Situation going forward
According to the recent Supreme Court ruling in this regards, the maximum wage limitation of Rs 15,000 on pensionable salary has been removed. Now, if your pensionable salary is more than Rs. 15,000 then you can opt for a higher pension. The average pensionable salary now will be calculated based on your 12 months’ pay and not based on your 60 months’ pay as earlier. The employees from the organizations with PF (Provident Fund) trusts also can opt for higher EPS contribution for higher pensions. Even if you have recently retired, you can opt for the higher pension, but the condition is that you will have to return the proportionate amount of EPF money.

Particulars

Old Way

New Way

Your last drawn salary (per month)

50,000

50,000

Total Employers contribution towards EPF

6,000

6,000

Contribution towards EPS

1,250

4,200

Contribution towards EPF

4,750

1,800

As per the above illustration, the total contribution towards EPF would be Rs. 10,750 (Employee + Employer contribution) in the old way and in the new way total contribution towards EPF would be Rs. 7,800 (Employee + Employer contribution). So, the contribution towards EPF would reduce if you opt for the higher pension.

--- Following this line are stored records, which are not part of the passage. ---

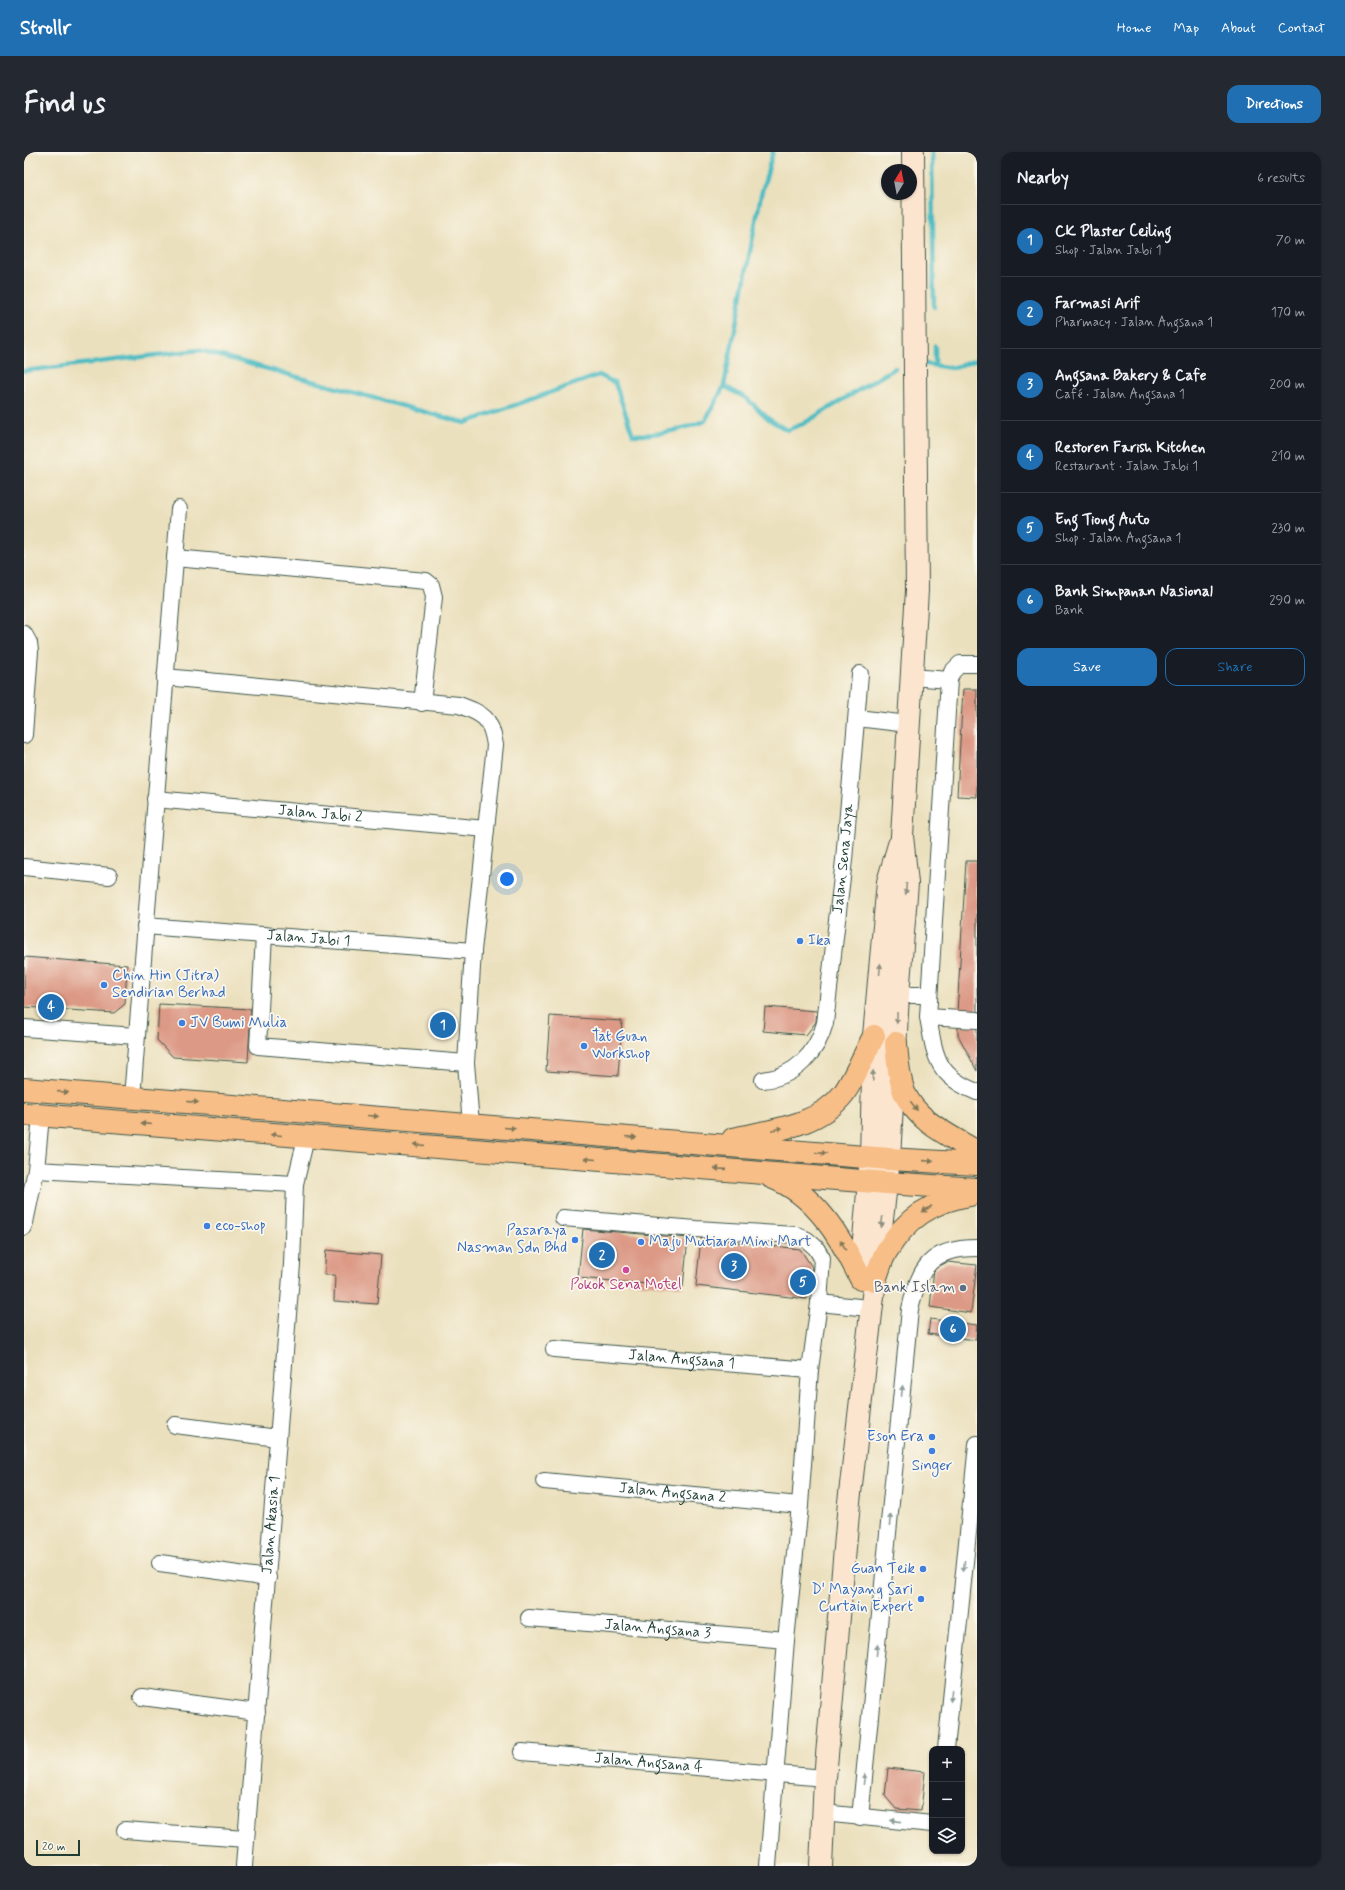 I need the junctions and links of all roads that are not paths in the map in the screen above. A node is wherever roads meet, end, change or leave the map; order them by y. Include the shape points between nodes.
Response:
1 (913, 152) edge
2 (179, 509) dead end
3 (175, 558) junction
4 (24, 634) edge
5 (977, 664) edge
6 (860, 674) dead end
7 (165, 677) junction
8 (912, 677) junction
9 (949, 680) junction
10 (26, 690) edge
11 (422, 703) junction
12 (857, 718) junction
13 (908, 724) junction
14 (24, 735) edge
15 (155, 799) junction
16 (486, 829) junction
17 (902, 836) junction
18 (24, 867) edge
19 (109, 876) dead end
20 (145, 926) junction
21 (264, 935) junction
22 (473, 951) junction
23 (898, 995) junction
24 (929, 995) junction
25 (928, 1017) junction
26 (977, 1020) edge
27 (24, 1028) edge
28 (136, 1036) junction
29 (874, 1036) junction
30 (896, 1043) junction
31 (466, 1063) junction
32 (763, 1080) dead end
33 (24, 1089) edge
34 (977, 1092) edge
35 (132, 1098) junction
36 (32, 1115) edge
37 (471, 1124) junction
38 (306, 1138) junction
39 (712, 1144) junction
40 (977, 1152) edge
41 (880, 1158) junction
42 (977, 1164) edge
43 (36, 1170) junction
44 (758, 1172) junction
45 (877, 1182) junction
46 (295, 1184) junction
47 (977, 1189) edge
48 (977, 1194) edge
49 (563, 1218) dead end
50 (24, 1227) edge
51 (977, 1248) edge
52 (868, 1280) junction
53 (819, 1303) junction
54 (859, 1307) junction
55 (554, 1349) dead end
56 (810, 1370) junction
57 (175, 1426) dead end
58 (278, 1438) junction
59 (977, 1444) edge
60 (544, 1481) dead end
61 (849, 1502) junction
62 (800, 1506) junction
63 (160, 1563) dead end
64 (268, 1578) junction
65 (529, 1618) dead end
66 (786, 1640) junction
67 (142, 1697) dead end
68 (256, 1712) junction
69 (946, 1746) edge
70 (522, 1752) dead end
71 (776, 1774) junction
72 (825, 1778) junction
73 (823, 1813) junction
74 (860, 1818) junction
75 (929, 1824) edge
76 (125, 1830) dead end
77 (245, 1839) junction
78 (244, 1866) edge
79 (768, 1866) edge
80 (821, 1866) edge

1 - 8 main road via 917,590
2 - 3 street
3 - 7 street
3 - 11 street via 426,581 431,585 434,597
4 - 10 street via 30,651
5 - 9 street via 960,664 952,672
6 - 12 street, Jalan Sena Jaya
7 - 11 street
7 - 15 street
8 - 9 street
8 - 13 main road
9 - 24 street
10 - 14 street
11 - 16 street via 459,705 476,711 485,718 492,729 495,745
12 - 13 street
12 - 32 street, Jalan Sena Jaya via 825,1023 821,1038 805,1060 791,1072 775,1079
13 - 17 main road
15 - 16 street, Jalan Jabi 2
15 - 20 street
16 - 22 street
17 -> 23 main road via 907,883
29 -> 17 main road via 888,882
18 - 19 street
20 - 21 street, Jalan Jabi 1
20 - 28 street
21 - 22 street, Jalan Jabi 1
21 - 31 street via 258,1046
22 - 31 street
23 - 24 street
23 -> 30 main road
24 - 25 street
25 - 26 street
25 - 34 street via 935,1053 941,1067 950,1078
27 - 28 street
28 - 35 street
39 -> 29 highway via 789,1127 813,1118 844,1093
41 -> 29 main road
30 -> 40 highway via 904,1092 915,1108 930,1124
30 - 41 main road
31 - 37 street
33 -> 35 highway
35 -> 37 highway
38 -> 36 highway
36 - 43 street
37 -> 39 highway
44 -> 38 highway
38 - 46 street, Jalan Akasia 1
39 -> 41 highway
41 -> 42 highway
41 - 45 main road
43 - 46 street
43 - 50 street
44 - 45 highway
52 -> 44 highway via 825,1218 801,1194 785,1182
45 - 47 highway
45 - 52 main road
46 - 58 street, Jalan Akasia 1 via 292,1264
48 -> 52 highway via 936,1203 917,1216 904,1228
49 - 53 street via 796,1234 816,1248 822,1258
74 -> 51 street via 910,1309 923,1269 947,1251
52 - 54 main road
52 - 61 main road
53 - 54 street
53 - 56 street
54 - 61 main road
55 - 56 street, Jalan Angsana 1
56 - 62 street
57 - 58 street
58 - 64 street, Jalan Akasia 1
59 -> 69 street
60 - 62 street, Jalan Angsana 2
61 - 72 main road
62 - 66 street
63 - 64 street
64 - 68 street, Jalan Akasia 1
65 - 66 street, Jalan Angsana 3
66 - 71 street
67 - 68 street
68 - 77 street, Jalan Akasia 1
70 - 71 street, Jalan Angsana 4
71 - 72 street, Jalan Angsana 4
71 - 79 street
72 - 73 main road
73 - 74 street
73 - 80 main road
75 -> 74 street
76 - 77 street
77 - 78 street, Jalan Akasia 1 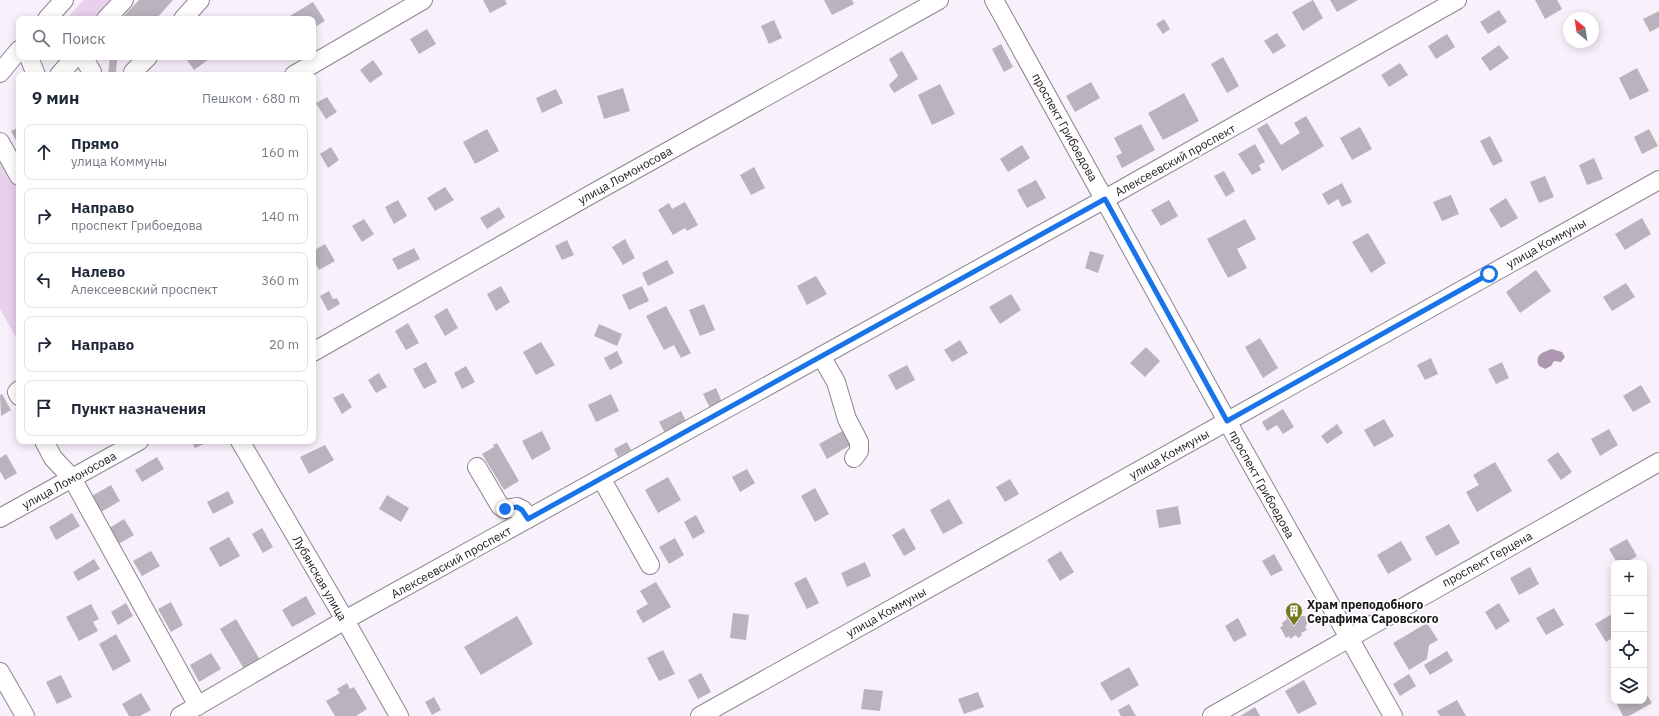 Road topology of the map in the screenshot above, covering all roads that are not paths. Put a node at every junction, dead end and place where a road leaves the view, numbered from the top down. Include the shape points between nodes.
1 (64, 0) edge
2 (124, 0) edge
3 (200, 0) edge
4 (423, 0) edge
5 (939, 0) edge
6 (994, 0) edge
7 (1457, 0) edge
8 (50, 16) edge
9 (109, 16) edge
10 (186, 16) edge
11 (16, 54) edge
12 (30, 60) edge
13 (72, 60) edge
14 (85, 60) edge
15 (145, 60) edge
16 (35, 72) edge
17 (62, 72) edge
18 (92, 72) dead end
19 (133, 72) edge
20 (299, 72) edge
21 (0, 73) edge
22 (0, 142) edge
23 (16, 171) edge
24 (1659, 180) edge
25 (1105, 199) junction
26 (316, 350) edge
27 (821, 356) junction
28 (1227, 421) junction
29 (46, 444) edge
30 (134, 444) edge
31 (242, 444) edge
32 (854, 458) dead end
33 (1659, 462) edge
34 (477, 467) dead end
35 (72, 478) junction
36 (601, 478) junction
37 (0, 518) edge
38 (528, 519) junction
39 (650, 565) dead end
40 (345, 620) junction
41 (1349, 637) junction
42 (0, 672) edge
43 (198, 706) junction
44 (25, 716) edge
45 (180, 716) edge
46 (399, 716) edge
47 (700, 716) edge
48 (1212, 716) edge
49 (1392, 716) edge

1 - 8 street
2 - 9 street
3 - 10 street
4 - 20 street
5 - 26 street, улица Ломоносова
6 - 25 street, проспект Грибоедова
7 - 25 street, Алексеевский проспект
11 - 21 street
12 - 16 street
13 - 17 street
14 - 18 street
15 - 19 street
22 - 23 street
24 - 28 street, улица Коммуны
25 - 27 street, Алексеевский проспект
25 - 28 street, проспект Грибоедова
27 - 32 street via 836,382 846,419 859,442 859,451
27 - 36 street, Алексеевский проспект
28 - 41 street, проспект Грибоедова
28 - 47 street, улица Коммуны
29 - 35 street via 53,458
30 - 35 street, улица Ломоносова
31 - 40 street, Лубянская улица
33 - 41 street, проспект Герцена
34 - 38 street via 500,506 505,509 517,507
35 - 37 street, улица Ломоносова
35 - 43 street
36 - 38 street, Алексеевский проспект
36 - 39 street
38 - 40 street, Алексеевский проспект
40 - 43 street, Алексеевский проспект
40 - 46 street, Лубянская улица
41 - 48 street, проспект Герцена
41 - 49 street, проспект Грибоедова
42 - 44 street
43 - 45 street, Алексеевский проспект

So, should you opt for higher EPS?
Now the biggest question is should you opt for this with which you would be eligible for a higher pension? If you are not very particular when it comes to savings and investment or you are in a lower tax bracket then it would better to opt for this higher pension option. However, do remember that the pension amount that you would receive would be fully taxable in your hands. So, one in higher tax bracket should avoid opting for the higher pension option, rather invest in mutual funds and accumulate until retirement and then systematically withdraw with SWP (Systematic Withdrawal Plan) option during your retirement phase as doing so would be more tax efficient.